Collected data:
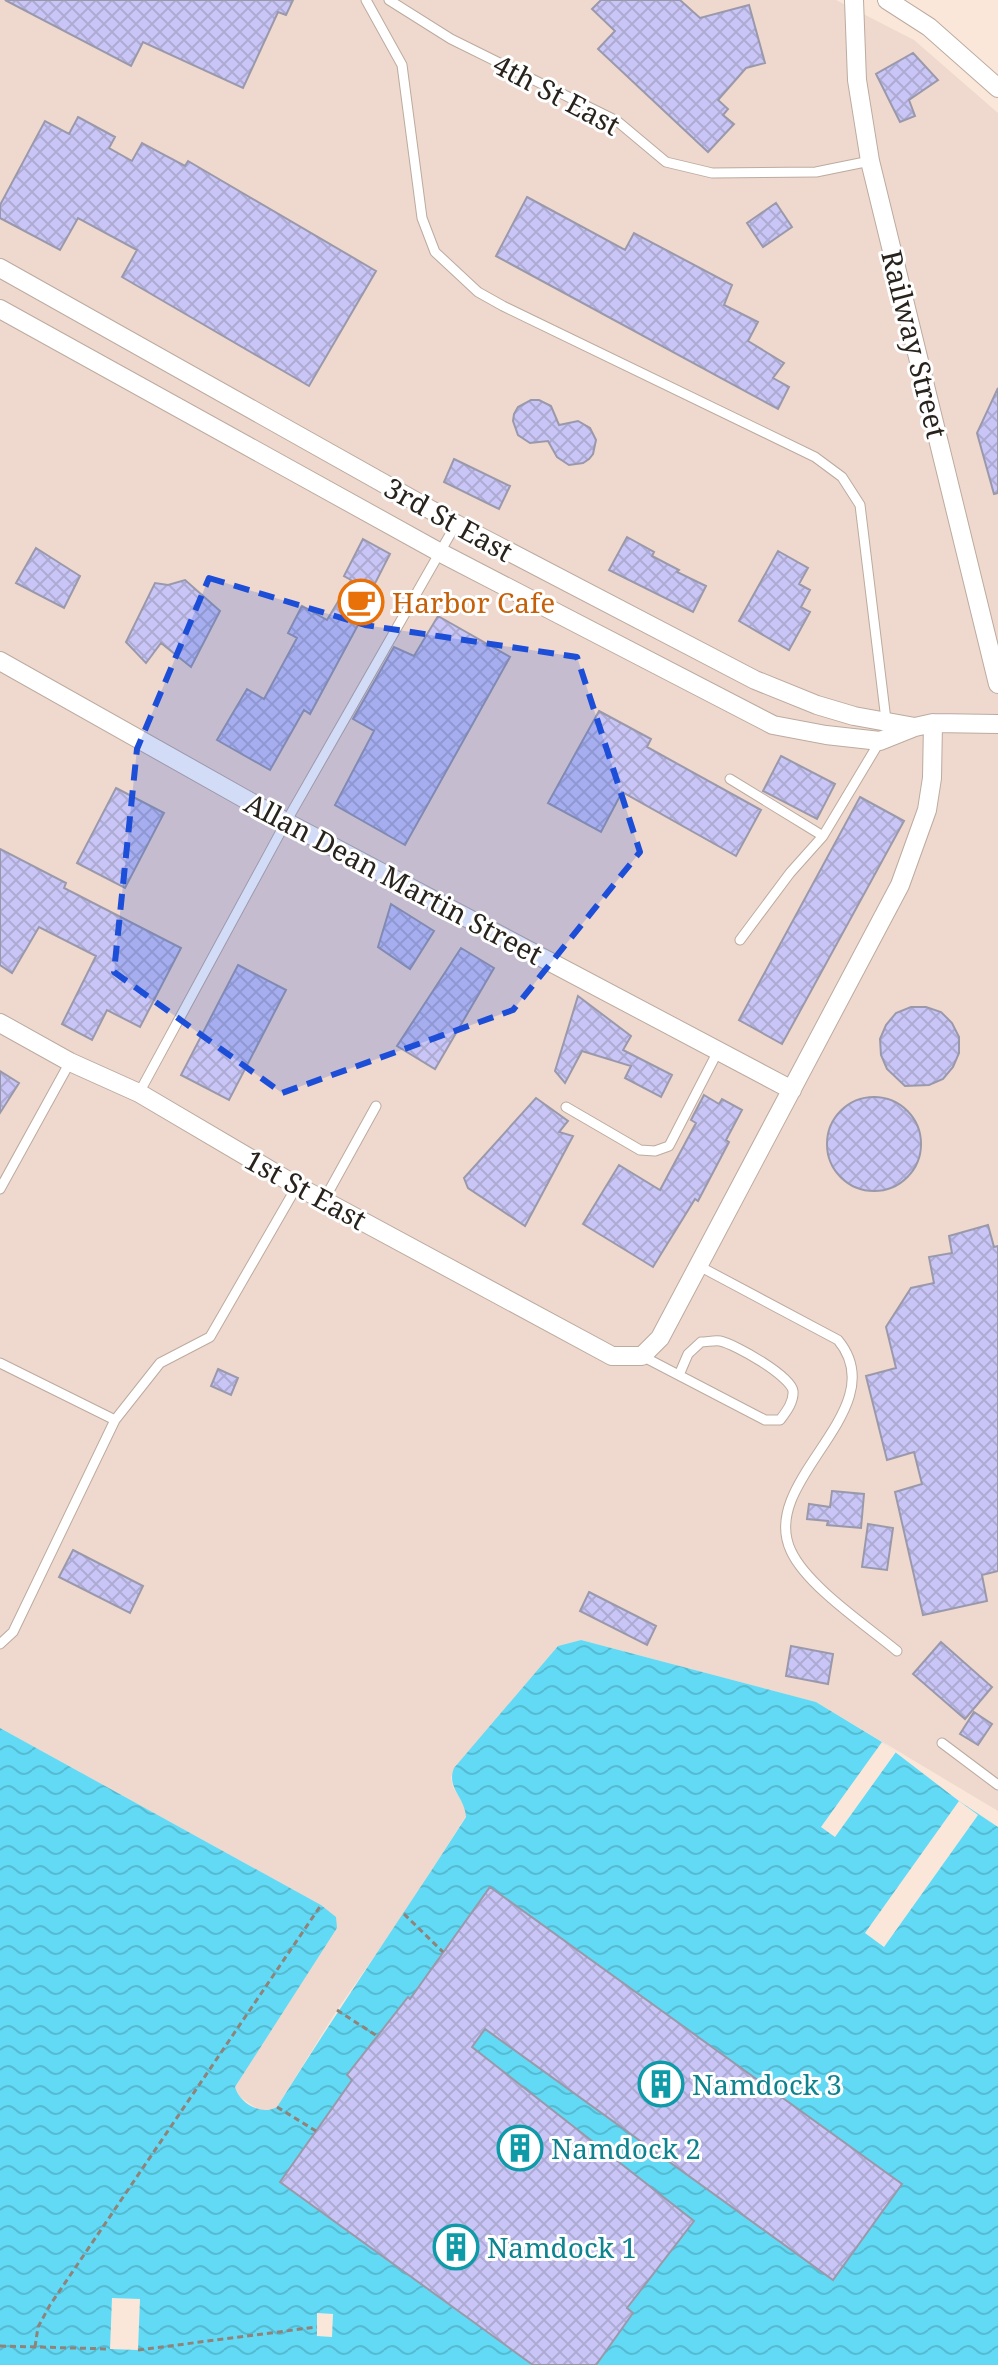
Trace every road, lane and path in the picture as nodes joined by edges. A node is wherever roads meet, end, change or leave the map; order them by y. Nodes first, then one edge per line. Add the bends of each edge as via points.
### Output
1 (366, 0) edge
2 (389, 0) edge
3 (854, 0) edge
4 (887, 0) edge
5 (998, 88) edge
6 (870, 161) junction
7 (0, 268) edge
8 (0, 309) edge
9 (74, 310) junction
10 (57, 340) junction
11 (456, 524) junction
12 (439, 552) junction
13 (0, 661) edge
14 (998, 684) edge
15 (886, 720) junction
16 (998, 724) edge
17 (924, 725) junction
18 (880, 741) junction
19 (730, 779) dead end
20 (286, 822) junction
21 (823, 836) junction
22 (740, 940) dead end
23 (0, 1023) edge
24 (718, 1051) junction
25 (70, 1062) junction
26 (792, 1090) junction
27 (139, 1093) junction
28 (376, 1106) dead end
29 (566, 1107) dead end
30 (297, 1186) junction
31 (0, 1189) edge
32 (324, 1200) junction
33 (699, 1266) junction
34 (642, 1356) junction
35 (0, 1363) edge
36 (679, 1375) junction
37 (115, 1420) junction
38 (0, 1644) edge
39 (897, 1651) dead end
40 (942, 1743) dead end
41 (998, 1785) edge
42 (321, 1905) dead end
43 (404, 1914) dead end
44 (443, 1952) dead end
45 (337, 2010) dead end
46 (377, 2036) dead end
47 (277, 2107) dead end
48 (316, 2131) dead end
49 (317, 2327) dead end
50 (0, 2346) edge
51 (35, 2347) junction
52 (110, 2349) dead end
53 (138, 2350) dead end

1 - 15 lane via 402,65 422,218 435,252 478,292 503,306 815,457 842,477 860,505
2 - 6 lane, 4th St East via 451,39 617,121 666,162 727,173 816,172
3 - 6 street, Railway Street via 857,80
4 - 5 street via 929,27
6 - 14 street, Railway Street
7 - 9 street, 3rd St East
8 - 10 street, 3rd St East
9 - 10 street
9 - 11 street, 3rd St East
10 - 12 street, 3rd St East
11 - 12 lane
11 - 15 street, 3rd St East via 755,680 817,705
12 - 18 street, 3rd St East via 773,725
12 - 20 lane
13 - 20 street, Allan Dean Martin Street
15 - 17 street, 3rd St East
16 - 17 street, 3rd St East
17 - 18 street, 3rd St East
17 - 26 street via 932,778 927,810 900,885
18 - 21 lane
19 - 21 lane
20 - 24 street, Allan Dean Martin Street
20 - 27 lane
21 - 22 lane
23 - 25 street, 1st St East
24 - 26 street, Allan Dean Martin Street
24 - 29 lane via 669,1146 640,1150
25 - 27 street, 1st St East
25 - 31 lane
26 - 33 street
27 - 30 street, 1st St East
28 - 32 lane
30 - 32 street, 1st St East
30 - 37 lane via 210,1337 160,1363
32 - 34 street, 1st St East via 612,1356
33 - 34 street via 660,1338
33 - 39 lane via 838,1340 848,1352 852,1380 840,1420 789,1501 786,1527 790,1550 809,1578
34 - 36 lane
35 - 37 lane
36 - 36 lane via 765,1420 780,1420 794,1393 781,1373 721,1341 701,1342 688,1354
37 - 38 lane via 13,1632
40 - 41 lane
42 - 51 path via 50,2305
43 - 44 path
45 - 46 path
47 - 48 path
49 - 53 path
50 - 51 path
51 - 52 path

...

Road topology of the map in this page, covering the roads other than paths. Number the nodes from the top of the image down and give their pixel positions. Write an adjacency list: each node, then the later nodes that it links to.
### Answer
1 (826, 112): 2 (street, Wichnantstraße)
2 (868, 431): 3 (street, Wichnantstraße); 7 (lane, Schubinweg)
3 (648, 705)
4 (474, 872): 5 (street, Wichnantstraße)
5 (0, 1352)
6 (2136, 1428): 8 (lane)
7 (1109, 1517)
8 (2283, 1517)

YOUR ASSIGNMENT:
Filter the records down to the lines that contain the string "each", and copy those lines.

SOLUTION:
Trace every road, lane and path in the picture as nodes joined by edges. A node is wherever roads meet, end, change or leave the map; order them by y. Nodes first, then one edge per line. Add the bends of each edge as via points.
Road topology of the map in this page, covering the roads other than paths. Number the nodes from the top of the image down and give their pixel positions. Write an adjacency list: each node, then the later nodes that it links to.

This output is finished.